WORK REQUEST:
Repeat, word for word, all the data that follows, and exclude the pictures.
- Opening Delimiter -
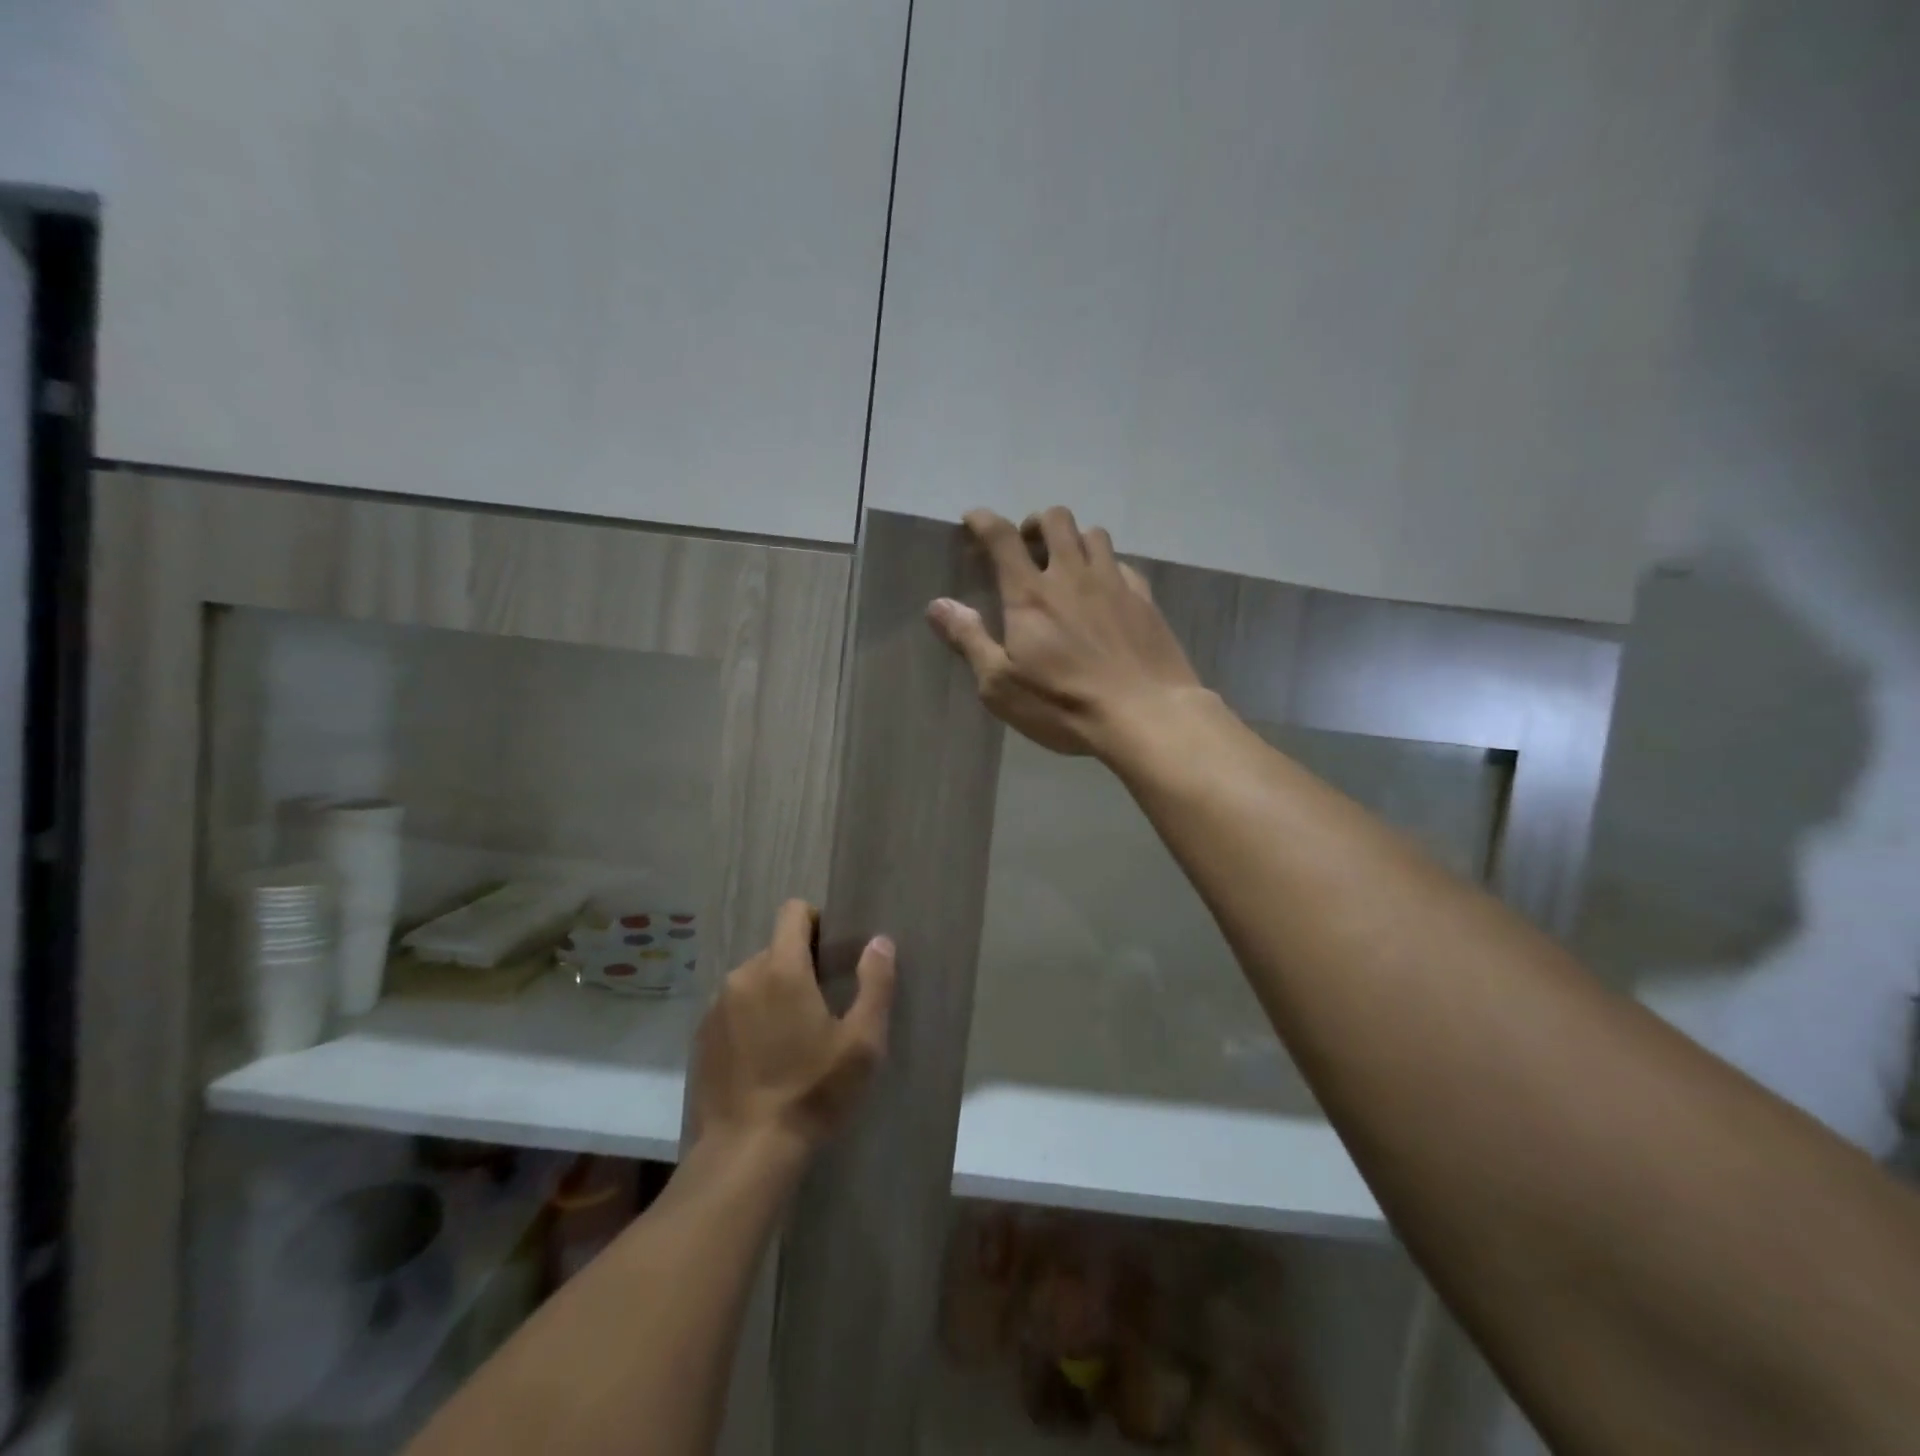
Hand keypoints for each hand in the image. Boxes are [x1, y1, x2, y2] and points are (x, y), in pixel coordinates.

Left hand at [690, 899, 895, 1160]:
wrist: (746, 1153)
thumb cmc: (812, 1092)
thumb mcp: (862, 1042)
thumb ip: (875, 983)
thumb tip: (879, 941)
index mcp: (782, 968)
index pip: (793, 912)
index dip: (816, 922)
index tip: (833, 953)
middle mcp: (743, 975)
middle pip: (776, 948)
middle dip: (799, 965)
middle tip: (822, 1006)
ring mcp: (716, 1006)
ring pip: (753, 979)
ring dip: (773, 993)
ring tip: (792, 1037)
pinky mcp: (701, 1037)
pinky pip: (733, 1008)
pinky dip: (750, 1019)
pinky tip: (764, 1058)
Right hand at [926, 506, 1203, 757]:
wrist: (1145, 715)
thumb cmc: (1063, 704)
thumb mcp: (1000, 684)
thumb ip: (969, 639)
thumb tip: (938, 605)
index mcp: (1030, 594)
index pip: (1002, 537)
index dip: (983, 520)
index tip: (973, 519)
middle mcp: (1072, 575)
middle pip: (1055, 519)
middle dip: (1035, 524)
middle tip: (1027, 548)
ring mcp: (1113, 583)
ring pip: (1094, 533)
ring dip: (1074, 539)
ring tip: (1067, 564)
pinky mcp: (1144, 599)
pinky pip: (1124, 562)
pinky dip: (1107, 565)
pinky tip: (1105, 590)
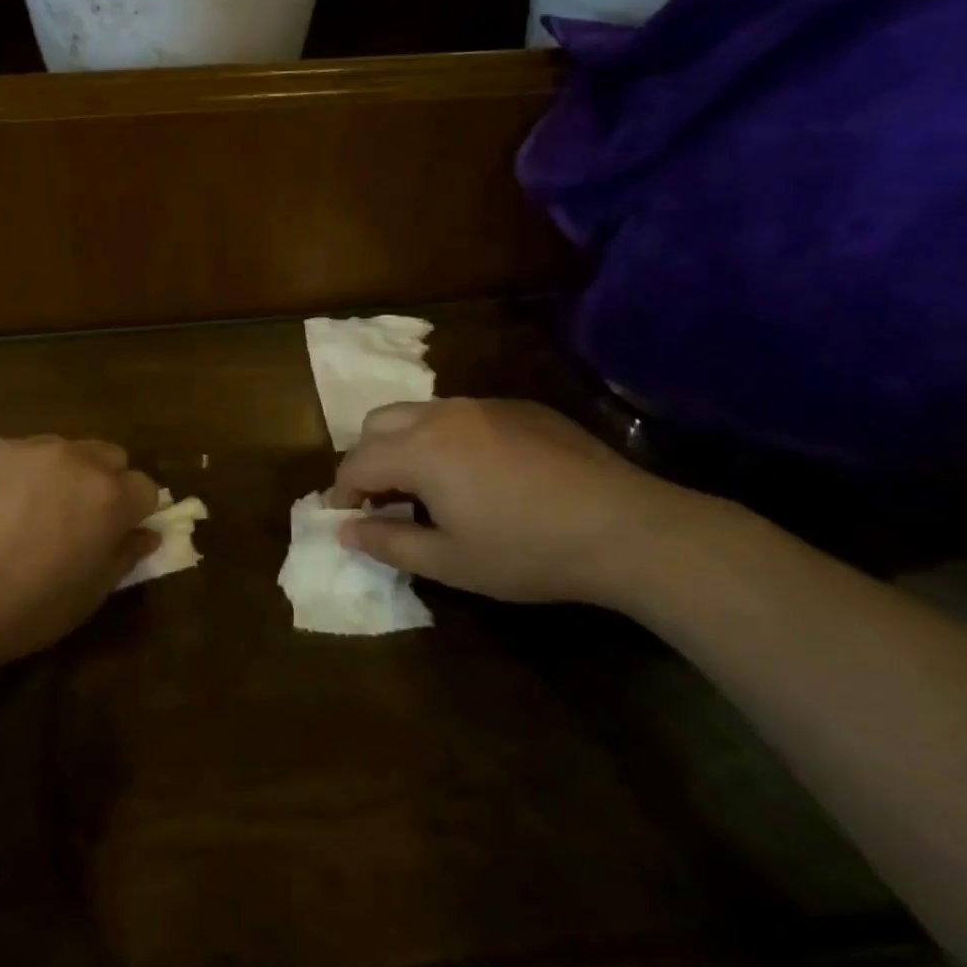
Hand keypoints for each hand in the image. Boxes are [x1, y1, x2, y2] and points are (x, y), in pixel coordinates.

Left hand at [0, 435, 161, 670]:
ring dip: (55, 474)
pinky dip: (5, 474)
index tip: (114, 534)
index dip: (134, 513)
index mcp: (107, 496)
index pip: (145, 488)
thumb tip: (146, 535)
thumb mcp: (83, 600)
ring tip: (18, 514)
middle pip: (108, 456)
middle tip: (71, 521)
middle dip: (102, 482)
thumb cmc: (16, 612)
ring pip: (57, 449)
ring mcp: (22, 445)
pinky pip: (7, 453)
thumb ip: (123, 559)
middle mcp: (72, 457)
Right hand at [327, 399, 724, 605]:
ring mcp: (483, 405)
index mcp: (419, 450)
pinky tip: (481, 474)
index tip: (348, 518)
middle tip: (384, 499)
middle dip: (368, 457)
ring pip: (420, 412)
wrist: (623, 526)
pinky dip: (448, 437)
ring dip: (406, 443)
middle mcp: (442, 414)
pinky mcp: (518, 407)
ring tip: (429, 486)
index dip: (343, 491)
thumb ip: (388, 543)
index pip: (357, 461)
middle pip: (378, 422)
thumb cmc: (527, 551)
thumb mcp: (450, 561)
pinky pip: (463, 414)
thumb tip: (344, 529)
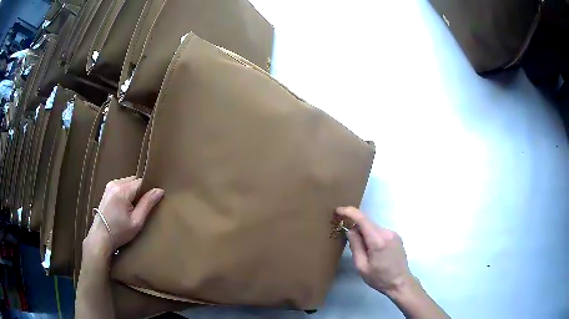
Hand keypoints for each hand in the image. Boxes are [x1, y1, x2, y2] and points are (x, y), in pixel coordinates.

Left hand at [85, 176, 163, 256]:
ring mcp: (109, 186)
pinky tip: (124, 206)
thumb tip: (160, 190)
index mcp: (122, 191)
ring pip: (128, 182)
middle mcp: (115, 184)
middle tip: (140, 208)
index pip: (141, 182)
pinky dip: (126, 193)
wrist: (100, 237)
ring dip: (133, 192)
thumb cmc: (119, 232)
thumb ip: (147, 204)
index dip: (148, 190)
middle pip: (134, 180)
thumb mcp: (136, 222)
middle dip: (140, 191)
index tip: (150, 202)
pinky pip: (121, 186)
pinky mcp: (106, 190)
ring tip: (132, 208)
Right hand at [336, 206, 414, 296]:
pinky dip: (373, 237)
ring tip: (365, 252)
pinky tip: (374, 252)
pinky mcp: (396, 237)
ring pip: (373, 228)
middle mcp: (387, 232)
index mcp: (378, 240)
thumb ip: (355, 246)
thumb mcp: (361, 266)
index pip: (362, 219)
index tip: (338, 211)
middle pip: (367, 223)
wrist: (400, 282)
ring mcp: (393, 233)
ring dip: (365, 234)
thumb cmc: (379, 278)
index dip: (349, 212)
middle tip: (349, 241)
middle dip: (356, 228)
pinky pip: (380, 232)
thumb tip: (350, 230)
- Closing Delimiter -
YOUR RESPONSE:
Hand keypoints for each hand in the image. Boxes are [x1, y1, x2, y2] and points are (x, y), in pixel coordinates.

Left hand at [690, 899, 895, 1160]:
wrist: (746, 1153)
thumb cmc: (812, 1092)
thumb mcp: (862, 1042)
thumb ip: (875, 983)
thumb tip: (879, 941)
index mcp: (782, 968)
index pip: (793, 912)
index dip: (816, 922)
index tip: (833, 953)
middle mcp: (743, 975)
middle pip: (776, 948)
middle dip: (799, 965)
middle tip: (822, 1006)
ring mcp: (716, 1006)
ring pip: (753, 979)
ring dip: (773, 993)
ring tip: (792, 1037)
pinky mcp: (701, 1037)
pinky pip: (733, 1008)
pinky dip: (750, 1019)
pinky tip: (764, 1058)
Right hand at [926, 506, 1203, 757]:
wrist: (1145, 715)
thumb cmc: (1063, 704)
thumb mcp: (1000, 684)
thumb ip: (969, 639)
thumb tip: (938, 605)
index mcp: (1030, 594)
index pip: (1002, 537)
index dip: (983, 520)
index tip: (973, 519)
middle mcp: (1072, 575)
middle pip: (1055, 519)
middle dip: (1035, 524)
middle tip: (1027, 548)
ring mcp: (1113, 583)
ring pip: (1094, 533)
ring dip: (1074, 539)
ring tip: (1067, 564)
pinky mcp: (1144, 599)
pinky pip: (1124, 562)
pinky dip: (1107, 565)
pinky tip: (1105, 590)
Hand keypoints for each hand in the image. Boxes are [x1, y1, x2, y2] and points are (x, y), in pixel coordinates.

Left hand at [0, 435, 161, 670]:
ring dip: (55, 474)
pinky dip: (5, 474)
index tip: (114, 534)
index dip: (134, 513)
index mcp: (107, 496)
index pip: (145, 488)
thumb tip: (146, 535)
thumb mcp: (83, 600)
ring tip: (18, 514)
middle pip: (108, 456)
middle tip: (71, 521)
middle dip: (102, 482)
thumb cmc: (16, 612)
ring pip: (57, 449)
ring mcp: (22, 445)
pinky pip: (7, 453)
thumb ip: (123, 559)
middle mcp: (72, 457)
Right hand at [327, 399, 724, 605]:
ring mcp: (483, 405)
index mcp: (419, 450)
pinky tip: (481, 474)
index tip: (348, 518)
middle tip: (384, 499)
middle dip: (368, 457)
ring pip: (420, 412)
wrist: (623, 526)
pinky dip: (448, 437)
ring dip: (406, 443)
middle mcp: (442, 414)
pinky mcp: (518, 407)
ring tip: (429, 486)
index dip: (343, 491)
thumb ip: (388, 543)
index pip: (357, 461)
middle pip: (378, 422)
thumb cmc: (527, 551)
thumb mcp: (450, 561)
pinky pip: (463, 414)
thumb tip: (344, 529)
Hand keypoints for each hand in the image. Boxes are [x1, y1, x2, y2] and points are (x, y), in pixel coordinates.

Left hand at [85, 176, 163, 256]:
ring mcp: (109, 186)
pinky tip: (124, 206)
thumb tip: (160, 190)
index mcp: (122, 191)
ring pip: (128, 182)
middle mcp: (115, 184)
middle tip: (140, 208)
index pip: (141, 182)
pinky dip: (126, 193)
wrist: (100, 237)
ring dip: (133, 192)
thumb cmc: (119, 232)
thumb ip: (147, 204)
index dip: (148, 190)
middle pip: (134, 180)
thumb mcp: (136, 222)
middle dip: (140, 191)
index tip: (150, 202)
pinky pip: (121, 186)
pinky mcp: (106, 190)
ring tip: (132, 208)
Right hand at [336, 206, 414, 296]:
pinky dip: (373, 237)
ring tip: (365, 252)
pinky tip: (374, 252)
pinky mcp: (396, 237)
ring pip: (373, 228)
middle mcp: (387, 232)
index mcp: (378, 240)
thumb ip: (355, 246)
thumb mcp: (361, 266)
index pip: (362, 219)
index tip: (338, 211)
middle pip: (367, 223)
wrist: (400, 282)
ring mcp: (393, 233)
ring dip: (365, 234)
thumb cmc: (379, 278)
index dip: (349, 212)
middle tip: (349, 241)
middle dip: (356, 228)
pinky pip: (380, 232)
thumb tip: (350, 230)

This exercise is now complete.